Então, foi isso. Em resumo, nove anos produtivos, mas eu espero que entre este filme e o próximo seja bem mais rápido (risos), porque vou gravar no final deste ano. É hora de recuperar o tempo que eu perdi.
G1 – Enquanto eu lia sobre “Sede Assassina”, senti ser quase um filme autoconsciente, porque é uma história sobre pessoas tentando fazer a coisa certa, fazer seus trabalhos corretamente, mas que são sempre atrapalhadas pelas instituições. Sinto que isso aconteceu contigo também.
Damián Szifron – Está completamente correto. A primeira versão do roteiro é de antes de todo o rolo de “O homem de seis bilhões de dólares”, mas, depois disso, eu reescrevi a história toda muitas vezes. Dessa vez, com o Jonathan Wakeham, que é britânico e que eu conheci no processo daquele outro filme.
O personagem que cresceu muito depois de toda essa experiência foi o de Ben Mendelsohn. De certa forma, eu diria que ele é meu alter ego dentro da trama do filme. Já o FBI funciona como uma espécie de metáfora das corporações americanas e a forma como o poder é disputado e o por que ele é disputado, no fim das contas.
Pegar esse assassino já é muito difícil, porque ele é diferente de todos os outros assassinos seriais que já existiram. A polícia não está preparada para pegá-lo. Ele é como se Jason Bourne ou John Rambo virassem do mal, e você não consegue parar um cara assim.
Então, isso já é bem difícil. Mas eu estava ainda mais interessado em contar todos os desvios, todas as coisas com as quais essa equipe deve lidar ou desperdiçar energia por causa de egos ou de disputas de poder superficiais e vaidade.
Para mim, isso é devastador para esse grupo de heróis. Porque eles gastam toda a sua energia para tentar fazer o que sabem fazer e pegar esse cara que eles já não sabem como pegar.
G1 – Você disse também que já está escrevendo dois novos “Relatos Selvagens”, com duas ideias para possíveis continuações. Como está sendo isso?
Damián Szifron – Eu te falei sobre muitas coisas nesses nove anos que se passaram. Mas uma dessas coisas é que eu viajo muito. Só de acompanhar o lançamento de “Relatos Selvagens”, fui ao Brasil, Dubai, muitos países na Europa, os EUA, México. Viajei ao redor do mundo. Acabei de voltar da China, onde fui divulgar “Sede Assassina”.
E, claro, eu vi coisas e aprendi sobre as idiossincrasias particulares de cada lugar. A maneira como as pessoas pensam e vivem. Há muitas coisas que se parecem com a Argentina e, ao mesmo tempo, muitas coisas diferentes e especiais.
É natural, para mim, pensar na continuação de “Relatos Selvagens” chamada “Planeta Selvagem”. Diferentes histórias, que acontecem em sociedades diferentes, faladas em múltiplos idiomas. Acho isso poderoso e poético. Então, uma das sequências é isso. E eu tenho muitas histórias que precisam acontecer em lugares e países diferentes. Faz muito mais sentido.

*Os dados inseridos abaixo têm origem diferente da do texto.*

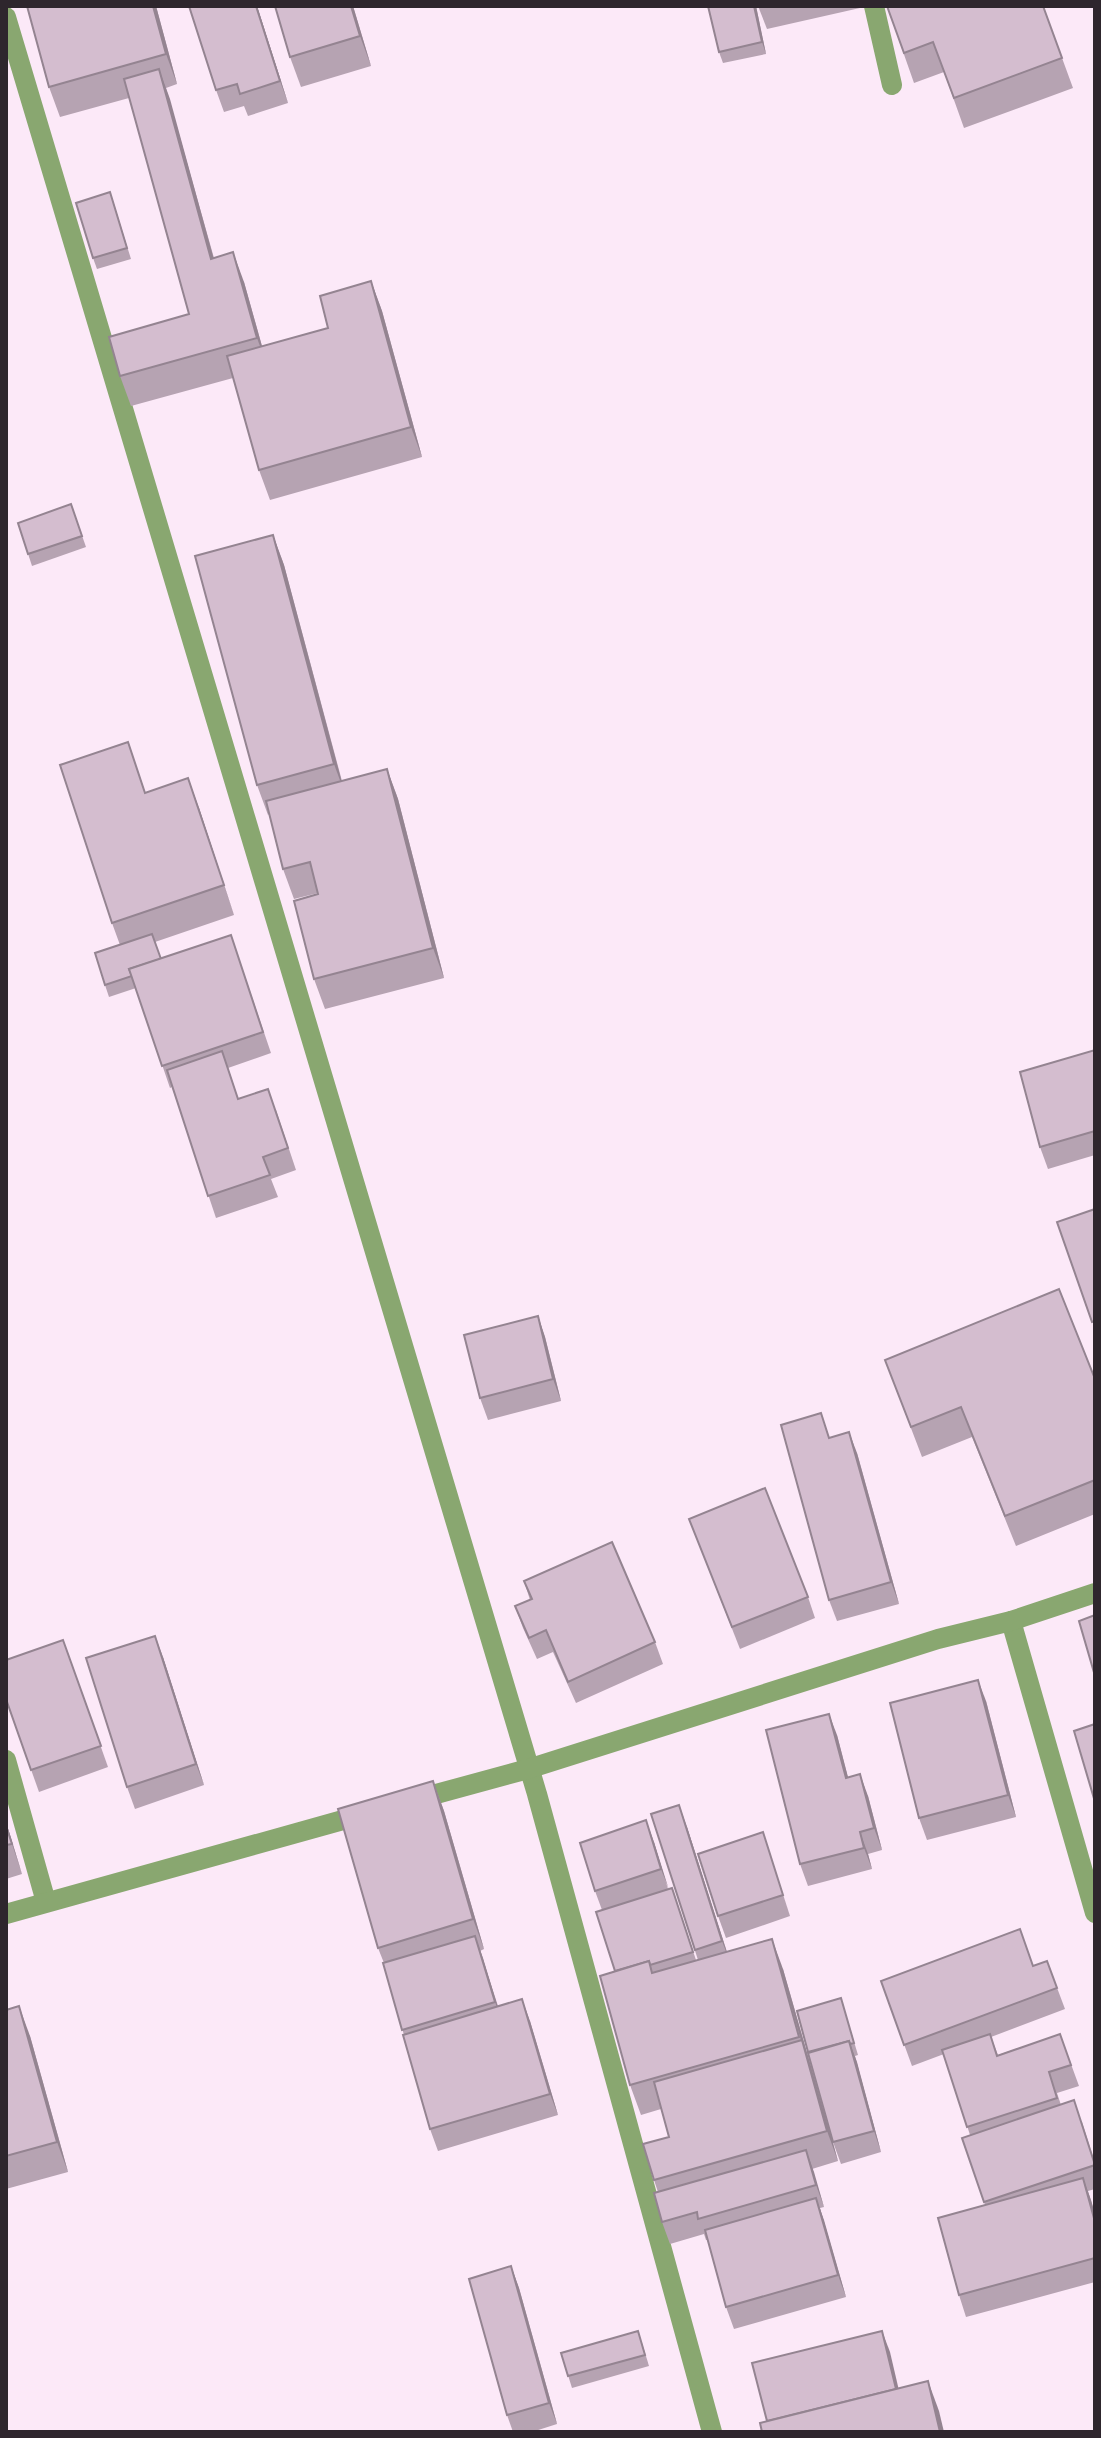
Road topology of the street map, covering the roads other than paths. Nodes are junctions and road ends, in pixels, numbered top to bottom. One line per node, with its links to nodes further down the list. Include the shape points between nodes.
1 (874, 6): 3 (street)
2 (6, 17): 7 (street)
3 (892, 85)
4 (1095, 1593): 5 (street)
5 (1011, 1621): 7 (street, via 938,1639); 9 (street)
6 (6, 1760): 8 (street)
7 (528, 1769): 8 (street); 11 (street)
8 (46, 1902): 10 (street)
9 (1095, 1913)
10 (6, 1914)
11 (712, 2432)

E tenho outra que é só uma continuação direta, mas não as mesmas histórias. Diferentes, mas que acontecem na Argentina, e isso me permitiria trabalhar com grandes atores que não puderam participar do primeiro.

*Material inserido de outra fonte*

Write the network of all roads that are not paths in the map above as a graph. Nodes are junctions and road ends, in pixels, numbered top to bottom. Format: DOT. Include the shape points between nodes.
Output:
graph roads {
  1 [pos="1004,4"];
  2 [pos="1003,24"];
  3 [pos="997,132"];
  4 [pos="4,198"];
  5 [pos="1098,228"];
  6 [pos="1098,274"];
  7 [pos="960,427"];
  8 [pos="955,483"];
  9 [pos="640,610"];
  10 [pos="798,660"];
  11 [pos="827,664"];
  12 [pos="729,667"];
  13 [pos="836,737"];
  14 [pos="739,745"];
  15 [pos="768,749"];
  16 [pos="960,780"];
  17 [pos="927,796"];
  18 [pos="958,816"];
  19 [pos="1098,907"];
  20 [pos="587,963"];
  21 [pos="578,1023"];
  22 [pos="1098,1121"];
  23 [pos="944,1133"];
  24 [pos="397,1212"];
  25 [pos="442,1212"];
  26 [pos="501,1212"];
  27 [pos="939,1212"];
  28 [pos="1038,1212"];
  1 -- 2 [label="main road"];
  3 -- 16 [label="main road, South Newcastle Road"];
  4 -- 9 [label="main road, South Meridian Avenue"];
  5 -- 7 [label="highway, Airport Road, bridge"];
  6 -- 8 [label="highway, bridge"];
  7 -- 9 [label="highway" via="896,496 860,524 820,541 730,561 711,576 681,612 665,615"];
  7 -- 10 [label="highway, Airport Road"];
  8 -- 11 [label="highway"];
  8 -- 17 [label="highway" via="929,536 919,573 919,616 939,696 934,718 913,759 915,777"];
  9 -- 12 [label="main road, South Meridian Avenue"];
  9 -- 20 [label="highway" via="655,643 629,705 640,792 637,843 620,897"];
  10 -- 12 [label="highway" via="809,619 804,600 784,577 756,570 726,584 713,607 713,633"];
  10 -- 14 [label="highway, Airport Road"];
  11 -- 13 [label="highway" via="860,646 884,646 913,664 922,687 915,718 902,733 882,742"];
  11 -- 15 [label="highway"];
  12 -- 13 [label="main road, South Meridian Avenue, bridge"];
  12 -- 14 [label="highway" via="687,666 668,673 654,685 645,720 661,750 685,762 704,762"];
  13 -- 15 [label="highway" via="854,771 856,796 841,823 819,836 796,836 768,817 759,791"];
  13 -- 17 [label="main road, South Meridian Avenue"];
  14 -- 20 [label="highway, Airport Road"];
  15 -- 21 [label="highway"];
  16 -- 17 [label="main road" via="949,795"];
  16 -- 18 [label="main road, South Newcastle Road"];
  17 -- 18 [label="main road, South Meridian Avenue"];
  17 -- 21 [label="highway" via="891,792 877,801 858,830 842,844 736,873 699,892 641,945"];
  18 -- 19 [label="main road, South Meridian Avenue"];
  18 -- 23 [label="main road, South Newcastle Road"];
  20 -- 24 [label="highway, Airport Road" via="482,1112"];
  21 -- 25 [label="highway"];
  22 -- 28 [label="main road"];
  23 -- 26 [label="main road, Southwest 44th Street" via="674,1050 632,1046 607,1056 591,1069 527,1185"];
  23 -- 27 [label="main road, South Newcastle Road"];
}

Porque, não sei se você conhece o trabalho deles, mas o elenco de “Relatos Selvagens” é como um time dos sonhos na Argentina. Eles são todos muito populares e incríveis. Mas, claro, temos mais. E em uma continuação que acontece aqui me permitiria trabalhar com alguns atores com quem eu quero compartilhar um processo criativo e isso faria muito sentido.